- WHAT YOU NEED TO DO
Please find the lines in the entries below that contain the word "lineWidth", and copy each one.

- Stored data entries
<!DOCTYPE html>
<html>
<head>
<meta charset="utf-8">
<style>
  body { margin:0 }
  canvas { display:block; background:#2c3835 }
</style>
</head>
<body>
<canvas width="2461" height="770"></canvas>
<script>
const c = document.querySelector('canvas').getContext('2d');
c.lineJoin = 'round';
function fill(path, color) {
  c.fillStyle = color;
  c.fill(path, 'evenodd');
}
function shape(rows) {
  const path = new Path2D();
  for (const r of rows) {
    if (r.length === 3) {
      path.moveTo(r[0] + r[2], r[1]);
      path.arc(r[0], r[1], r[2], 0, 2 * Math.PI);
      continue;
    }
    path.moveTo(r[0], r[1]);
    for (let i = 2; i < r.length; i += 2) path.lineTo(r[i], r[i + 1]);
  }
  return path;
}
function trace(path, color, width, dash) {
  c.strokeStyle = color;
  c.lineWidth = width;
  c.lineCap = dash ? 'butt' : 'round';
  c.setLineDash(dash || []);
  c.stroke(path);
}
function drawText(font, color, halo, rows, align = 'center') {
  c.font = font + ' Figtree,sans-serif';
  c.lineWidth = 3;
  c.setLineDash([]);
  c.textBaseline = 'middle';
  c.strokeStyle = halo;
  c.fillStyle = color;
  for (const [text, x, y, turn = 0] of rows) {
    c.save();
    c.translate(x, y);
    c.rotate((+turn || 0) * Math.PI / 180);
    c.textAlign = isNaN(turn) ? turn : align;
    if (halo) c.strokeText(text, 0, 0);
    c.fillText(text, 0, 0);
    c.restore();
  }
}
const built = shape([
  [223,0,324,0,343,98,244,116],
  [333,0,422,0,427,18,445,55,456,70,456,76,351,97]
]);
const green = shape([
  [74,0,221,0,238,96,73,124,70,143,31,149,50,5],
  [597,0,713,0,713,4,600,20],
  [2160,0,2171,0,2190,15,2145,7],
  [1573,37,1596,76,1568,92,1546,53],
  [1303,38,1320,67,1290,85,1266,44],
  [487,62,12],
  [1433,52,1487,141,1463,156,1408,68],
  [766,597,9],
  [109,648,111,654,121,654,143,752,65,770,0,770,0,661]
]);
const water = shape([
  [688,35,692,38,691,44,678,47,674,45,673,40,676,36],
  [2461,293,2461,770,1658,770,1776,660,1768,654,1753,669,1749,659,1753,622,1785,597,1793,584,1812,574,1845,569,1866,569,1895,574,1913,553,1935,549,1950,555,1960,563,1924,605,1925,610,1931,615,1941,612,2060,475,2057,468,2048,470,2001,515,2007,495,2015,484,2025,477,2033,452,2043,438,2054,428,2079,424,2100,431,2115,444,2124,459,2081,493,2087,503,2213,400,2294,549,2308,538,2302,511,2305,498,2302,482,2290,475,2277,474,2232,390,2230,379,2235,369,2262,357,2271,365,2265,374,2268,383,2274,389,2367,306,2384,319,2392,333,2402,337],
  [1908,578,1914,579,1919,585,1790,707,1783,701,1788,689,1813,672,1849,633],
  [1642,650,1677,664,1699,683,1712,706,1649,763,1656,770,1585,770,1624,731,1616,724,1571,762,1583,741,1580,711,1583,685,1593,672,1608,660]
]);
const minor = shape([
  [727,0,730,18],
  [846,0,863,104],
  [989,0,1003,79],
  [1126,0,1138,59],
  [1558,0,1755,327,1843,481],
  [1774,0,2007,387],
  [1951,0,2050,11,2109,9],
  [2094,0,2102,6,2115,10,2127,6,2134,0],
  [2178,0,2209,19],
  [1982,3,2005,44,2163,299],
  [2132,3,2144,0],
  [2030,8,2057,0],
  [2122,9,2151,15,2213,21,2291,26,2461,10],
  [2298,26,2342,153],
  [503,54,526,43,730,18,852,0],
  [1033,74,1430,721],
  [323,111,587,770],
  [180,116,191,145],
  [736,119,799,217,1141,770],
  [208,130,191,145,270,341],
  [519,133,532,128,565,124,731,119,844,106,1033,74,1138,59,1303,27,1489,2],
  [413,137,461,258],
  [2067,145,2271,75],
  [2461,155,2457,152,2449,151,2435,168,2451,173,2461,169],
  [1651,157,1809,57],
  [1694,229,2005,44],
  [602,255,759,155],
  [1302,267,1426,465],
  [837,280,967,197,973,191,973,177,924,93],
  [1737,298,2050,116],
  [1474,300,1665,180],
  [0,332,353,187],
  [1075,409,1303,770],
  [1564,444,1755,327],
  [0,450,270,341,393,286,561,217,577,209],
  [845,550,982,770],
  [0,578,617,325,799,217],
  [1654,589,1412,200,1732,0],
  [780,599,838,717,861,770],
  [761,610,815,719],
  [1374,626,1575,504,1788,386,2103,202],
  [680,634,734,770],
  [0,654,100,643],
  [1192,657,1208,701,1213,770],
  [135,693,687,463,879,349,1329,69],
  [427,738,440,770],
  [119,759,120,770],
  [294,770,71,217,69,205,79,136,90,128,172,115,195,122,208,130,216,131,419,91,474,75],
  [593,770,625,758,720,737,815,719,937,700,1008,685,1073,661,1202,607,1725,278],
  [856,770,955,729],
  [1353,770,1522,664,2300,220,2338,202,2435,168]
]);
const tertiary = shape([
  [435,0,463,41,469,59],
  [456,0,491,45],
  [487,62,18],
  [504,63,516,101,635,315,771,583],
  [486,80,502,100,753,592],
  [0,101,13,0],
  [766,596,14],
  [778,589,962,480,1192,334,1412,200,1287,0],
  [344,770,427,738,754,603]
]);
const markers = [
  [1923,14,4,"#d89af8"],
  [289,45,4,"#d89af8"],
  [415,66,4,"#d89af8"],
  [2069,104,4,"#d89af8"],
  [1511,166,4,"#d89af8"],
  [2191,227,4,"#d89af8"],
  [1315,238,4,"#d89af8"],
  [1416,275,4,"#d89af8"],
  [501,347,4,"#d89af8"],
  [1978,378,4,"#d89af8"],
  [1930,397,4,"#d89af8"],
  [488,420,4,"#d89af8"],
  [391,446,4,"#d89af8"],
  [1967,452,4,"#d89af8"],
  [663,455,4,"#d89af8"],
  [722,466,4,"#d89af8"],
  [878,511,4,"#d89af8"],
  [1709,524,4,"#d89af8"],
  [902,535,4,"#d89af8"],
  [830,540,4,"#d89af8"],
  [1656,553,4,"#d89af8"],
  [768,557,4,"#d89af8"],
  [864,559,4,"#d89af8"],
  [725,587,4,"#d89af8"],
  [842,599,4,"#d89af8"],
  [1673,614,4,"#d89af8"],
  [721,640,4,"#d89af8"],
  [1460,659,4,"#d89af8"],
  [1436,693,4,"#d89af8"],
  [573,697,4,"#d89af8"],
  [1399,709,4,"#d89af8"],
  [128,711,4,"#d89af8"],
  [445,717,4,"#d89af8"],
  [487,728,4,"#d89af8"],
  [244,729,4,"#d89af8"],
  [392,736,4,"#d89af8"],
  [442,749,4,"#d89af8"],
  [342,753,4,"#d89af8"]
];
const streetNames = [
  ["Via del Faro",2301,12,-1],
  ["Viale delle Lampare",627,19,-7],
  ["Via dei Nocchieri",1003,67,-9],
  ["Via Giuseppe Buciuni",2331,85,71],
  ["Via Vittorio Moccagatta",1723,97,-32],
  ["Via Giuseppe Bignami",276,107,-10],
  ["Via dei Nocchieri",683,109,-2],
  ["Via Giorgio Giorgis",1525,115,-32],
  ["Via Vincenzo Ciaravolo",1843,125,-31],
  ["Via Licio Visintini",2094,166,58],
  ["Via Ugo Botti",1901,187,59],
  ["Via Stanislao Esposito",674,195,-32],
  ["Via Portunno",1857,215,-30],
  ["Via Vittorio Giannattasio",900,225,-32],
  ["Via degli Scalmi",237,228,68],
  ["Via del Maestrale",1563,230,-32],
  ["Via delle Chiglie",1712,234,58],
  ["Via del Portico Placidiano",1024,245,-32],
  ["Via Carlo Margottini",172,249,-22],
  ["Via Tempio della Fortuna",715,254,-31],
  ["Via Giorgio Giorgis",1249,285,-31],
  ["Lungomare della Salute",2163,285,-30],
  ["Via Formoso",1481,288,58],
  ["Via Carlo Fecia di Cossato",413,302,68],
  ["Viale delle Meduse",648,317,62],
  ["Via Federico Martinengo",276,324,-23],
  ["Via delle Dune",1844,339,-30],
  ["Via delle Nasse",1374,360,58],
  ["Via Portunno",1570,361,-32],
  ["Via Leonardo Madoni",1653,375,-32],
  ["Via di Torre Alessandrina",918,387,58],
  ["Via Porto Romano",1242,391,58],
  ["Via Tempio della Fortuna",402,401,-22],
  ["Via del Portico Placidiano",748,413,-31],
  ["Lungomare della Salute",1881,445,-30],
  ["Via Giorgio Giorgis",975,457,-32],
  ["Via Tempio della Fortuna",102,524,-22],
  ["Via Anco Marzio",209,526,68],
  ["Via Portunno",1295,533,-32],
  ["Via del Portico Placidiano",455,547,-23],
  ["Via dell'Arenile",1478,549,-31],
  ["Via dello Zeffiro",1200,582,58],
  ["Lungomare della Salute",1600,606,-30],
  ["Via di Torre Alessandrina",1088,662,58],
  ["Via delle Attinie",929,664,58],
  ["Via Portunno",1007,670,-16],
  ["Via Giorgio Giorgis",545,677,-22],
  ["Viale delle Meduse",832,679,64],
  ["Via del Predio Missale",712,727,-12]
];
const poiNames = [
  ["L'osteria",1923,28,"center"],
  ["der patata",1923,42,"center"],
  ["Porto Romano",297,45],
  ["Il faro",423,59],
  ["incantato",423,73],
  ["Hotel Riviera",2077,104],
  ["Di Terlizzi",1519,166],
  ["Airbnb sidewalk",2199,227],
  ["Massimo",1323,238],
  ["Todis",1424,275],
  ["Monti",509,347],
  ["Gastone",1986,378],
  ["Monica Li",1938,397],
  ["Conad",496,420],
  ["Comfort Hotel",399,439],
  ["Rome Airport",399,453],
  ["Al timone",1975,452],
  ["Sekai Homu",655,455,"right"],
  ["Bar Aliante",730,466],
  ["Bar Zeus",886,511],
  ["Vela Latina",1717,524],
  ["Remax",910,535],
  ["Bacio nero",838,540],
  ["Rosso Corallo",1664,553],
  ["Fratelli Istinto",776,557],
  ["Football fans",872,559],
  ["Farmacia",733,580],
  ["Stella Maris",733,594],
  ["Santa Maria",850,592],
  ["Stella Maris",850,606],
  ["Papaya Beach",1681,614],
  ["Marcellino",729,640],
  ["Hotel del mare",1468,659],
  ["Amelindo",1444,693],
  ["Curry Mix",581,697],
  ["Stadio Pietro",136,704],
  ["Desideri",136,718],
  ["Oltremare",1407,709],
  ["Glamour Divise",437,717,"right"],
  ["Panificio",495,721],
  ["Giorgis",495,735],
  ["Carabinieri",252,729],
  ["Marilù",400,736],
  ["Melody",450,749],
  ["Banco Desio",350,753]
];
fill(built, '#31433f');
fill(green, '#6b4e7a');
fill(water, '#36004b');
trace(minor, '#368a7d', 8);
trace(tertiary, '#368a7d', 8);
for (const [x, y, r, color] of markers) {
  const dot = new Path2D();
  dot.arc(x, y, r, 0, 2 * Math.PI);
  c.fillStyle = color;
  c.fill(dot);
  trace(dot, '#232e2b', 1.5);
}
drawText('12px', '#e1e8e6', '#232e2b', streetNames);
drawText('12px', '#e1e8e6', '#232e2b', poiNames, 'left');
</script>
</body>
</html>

...

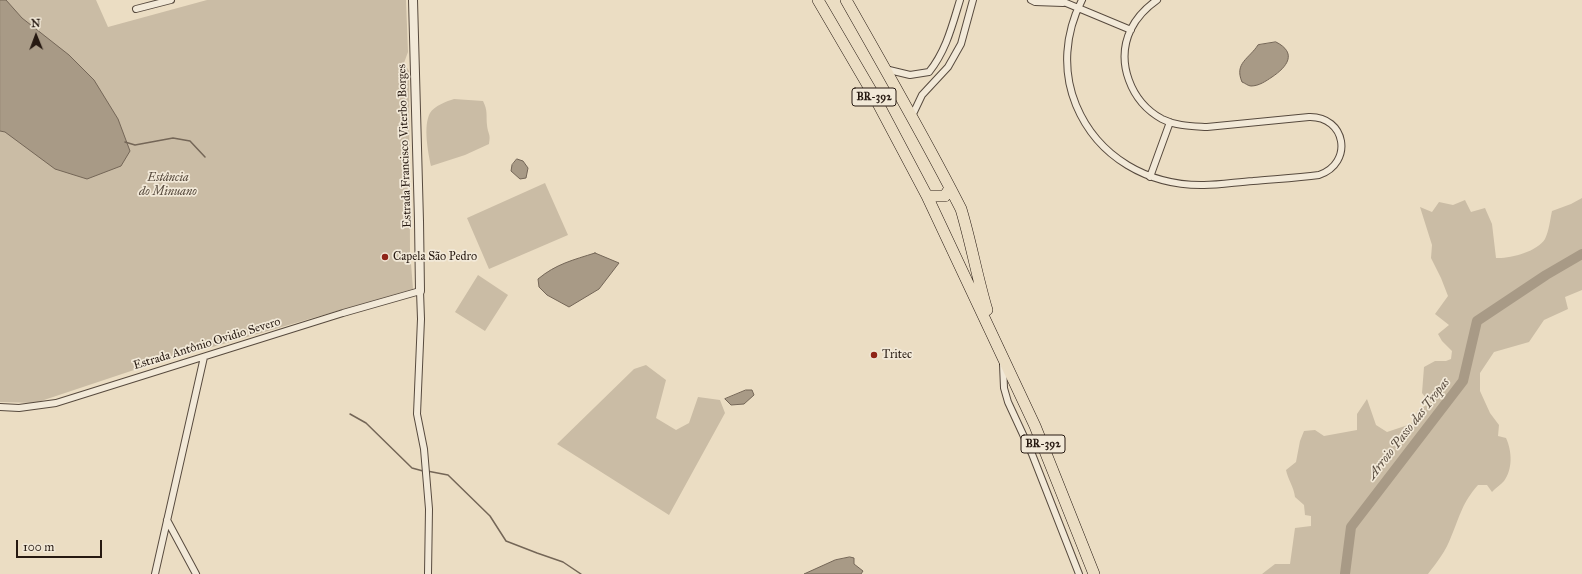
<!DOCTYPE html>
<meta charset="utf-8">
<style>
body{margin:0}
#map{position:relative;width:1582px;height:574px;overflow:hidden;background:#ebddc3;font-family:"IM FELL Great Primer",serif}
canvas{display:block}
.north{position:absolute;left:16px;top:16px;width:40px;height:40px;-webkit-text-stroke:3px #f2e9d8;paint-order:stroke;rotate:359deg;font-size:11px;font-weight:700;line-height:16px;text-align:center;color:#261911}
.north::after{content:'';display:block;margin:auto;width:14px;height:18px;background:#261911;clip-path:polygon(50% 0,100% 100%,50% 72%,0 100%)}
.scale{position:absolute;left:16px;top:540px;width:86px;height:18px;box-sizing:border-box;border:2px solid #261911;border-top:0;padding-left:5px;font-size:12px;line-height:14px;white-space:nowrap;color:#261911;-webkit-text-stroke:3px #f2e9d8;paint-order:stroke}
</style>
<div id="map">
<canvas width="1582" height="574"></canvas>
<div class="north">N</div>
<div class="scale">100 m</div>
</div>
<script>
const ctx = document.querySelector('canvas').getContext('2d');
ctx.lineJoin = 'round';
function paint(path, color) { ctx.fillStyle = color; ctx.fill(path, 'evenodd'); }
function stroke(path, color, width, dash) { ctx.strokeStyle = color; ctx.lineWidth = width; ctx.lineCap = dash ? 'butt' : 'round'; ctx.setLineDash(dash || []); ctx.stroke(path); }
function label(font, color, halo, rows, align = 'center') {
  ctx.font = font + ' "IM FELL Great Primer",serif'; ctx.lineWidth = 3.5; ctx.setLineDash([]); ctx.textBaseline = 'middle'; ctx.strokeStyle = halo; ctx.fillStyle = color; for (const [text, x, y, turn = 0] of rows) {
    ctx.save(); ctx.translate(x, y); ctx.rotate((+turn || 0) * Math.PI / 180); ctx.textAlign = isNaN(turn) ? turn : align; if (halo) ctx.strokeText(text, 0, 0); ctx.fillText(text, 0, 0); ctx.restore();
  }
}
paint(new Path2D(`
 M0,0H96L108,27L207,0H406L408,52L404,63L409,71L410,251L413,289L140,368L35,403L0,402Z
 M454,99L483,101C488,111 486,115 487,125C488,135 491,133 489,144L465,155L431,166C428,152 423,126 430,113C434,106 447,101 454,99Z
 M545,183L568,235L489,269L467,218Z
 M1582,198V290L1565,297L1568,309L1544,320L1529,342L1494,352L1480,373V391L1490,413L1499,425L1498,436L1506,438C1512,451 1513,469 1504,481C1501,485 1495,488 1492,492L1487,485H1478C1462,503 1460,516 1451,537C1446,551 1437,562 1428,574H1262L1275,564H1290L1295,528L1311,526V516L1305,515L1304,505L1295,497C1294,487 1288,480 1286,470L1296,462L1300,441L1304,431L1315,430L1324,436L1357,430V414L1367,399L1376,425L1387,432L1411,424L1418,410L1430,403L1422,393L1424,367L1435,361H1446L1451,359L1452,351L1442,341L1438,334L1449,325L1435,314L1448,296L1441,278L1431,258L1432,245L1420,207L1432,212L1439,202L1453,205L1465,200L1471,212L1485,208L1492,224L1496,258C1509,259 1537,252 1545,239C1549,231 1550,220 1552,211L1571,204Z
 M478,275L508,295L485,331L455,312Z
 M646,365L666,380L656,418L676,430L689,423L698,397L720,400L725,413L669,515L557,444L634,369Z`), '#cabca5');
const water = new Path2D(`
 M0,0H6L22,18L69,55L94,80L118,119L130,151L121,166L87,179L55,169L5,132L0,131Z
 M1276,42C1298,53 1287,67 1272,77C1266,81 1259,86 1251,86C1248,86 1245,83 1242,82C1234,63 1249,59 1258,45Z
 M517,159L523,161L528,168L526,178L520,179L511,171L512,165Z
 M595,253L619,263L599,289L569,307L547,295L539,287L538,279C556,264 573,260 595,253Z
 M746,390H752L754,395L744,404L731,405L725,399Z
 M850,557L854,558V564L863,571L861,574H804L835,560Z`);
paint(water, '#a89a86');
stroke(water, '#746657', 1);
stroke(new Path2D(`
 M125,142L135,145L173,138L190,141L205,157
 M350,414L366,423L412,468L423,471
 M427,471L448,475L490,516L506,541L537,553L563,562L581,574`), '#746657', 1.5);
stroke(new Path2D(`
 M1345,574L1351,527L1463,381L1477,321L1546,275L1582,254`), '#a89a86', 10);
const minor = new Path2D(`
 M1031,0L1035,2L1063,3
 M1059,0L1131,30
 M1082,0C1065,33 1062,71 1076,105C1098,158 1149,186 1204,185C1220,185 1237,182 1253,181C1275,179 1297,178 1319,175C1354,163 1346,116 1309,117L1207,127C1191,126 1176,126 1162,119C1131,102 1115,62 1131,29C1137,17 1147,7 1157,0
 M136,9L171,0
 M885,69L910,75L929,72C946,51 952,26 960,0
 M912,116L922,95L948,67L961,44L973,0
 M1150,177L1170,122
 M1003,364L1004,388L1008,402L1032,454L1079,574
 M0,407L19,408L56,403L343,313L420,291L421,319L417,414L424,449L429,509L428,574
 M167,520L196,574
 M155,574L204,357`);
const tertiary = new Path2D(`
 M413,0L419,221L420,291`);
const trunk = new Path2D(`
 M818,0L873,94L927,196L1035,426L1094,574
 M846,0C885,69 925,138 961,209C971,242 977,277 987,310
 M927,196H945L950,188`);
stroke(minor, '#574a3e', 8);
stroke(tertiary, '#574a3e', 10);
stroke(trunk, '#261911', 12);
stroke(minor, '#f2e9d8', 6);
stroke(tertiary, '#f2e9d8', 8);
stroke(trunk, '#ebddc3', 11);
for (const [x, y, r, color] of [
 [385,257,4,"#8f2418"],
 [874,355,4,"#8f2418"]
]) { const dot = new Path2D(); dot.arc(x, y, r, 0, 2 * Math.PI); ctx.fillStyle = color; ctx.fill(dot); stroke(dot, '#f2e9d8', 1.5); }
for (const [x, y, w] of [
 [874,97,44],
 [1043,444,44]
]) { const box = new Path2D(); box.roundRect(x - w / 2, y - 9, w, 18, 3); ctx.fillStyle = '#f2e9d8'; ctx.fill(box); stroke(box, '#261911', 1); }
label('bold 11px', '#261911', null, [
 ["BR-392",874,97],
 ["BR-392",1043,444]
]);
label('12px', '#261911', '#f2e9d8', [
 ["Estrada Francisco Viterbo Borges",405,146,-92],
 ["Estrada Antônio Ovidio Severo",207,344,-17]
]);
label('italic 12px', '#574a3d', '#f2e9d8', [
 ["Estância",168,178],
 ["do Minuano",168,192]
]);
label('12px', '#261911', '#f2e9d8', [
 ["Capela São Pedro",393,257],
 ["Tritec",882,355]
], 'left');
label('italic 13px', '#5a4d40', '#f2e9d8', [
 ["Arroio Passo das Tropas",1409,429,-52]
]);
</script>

- ANSWER
  c.lineWidth = width;
  c.lineWidth = 3;
function stroke(path, color, width, dash) { ctx.strokeStyle = color; ctx.lineWidth = width; ctx.lineCap = dash ? 'butt' : 'round'; ctx.setLineDash(dash || []); ctx.stroke(path); }
  ctx.font = font + ' "IM FELL Great Primer",serif'; ctx.lineWidth = 3.5; ctx.setLineDash([]); ctx.textBaseline = 'middle'; ctx.strokeStyle = halo; ctx.fillStyle = color; for (const [text, x, y, turn = 0] of rows) {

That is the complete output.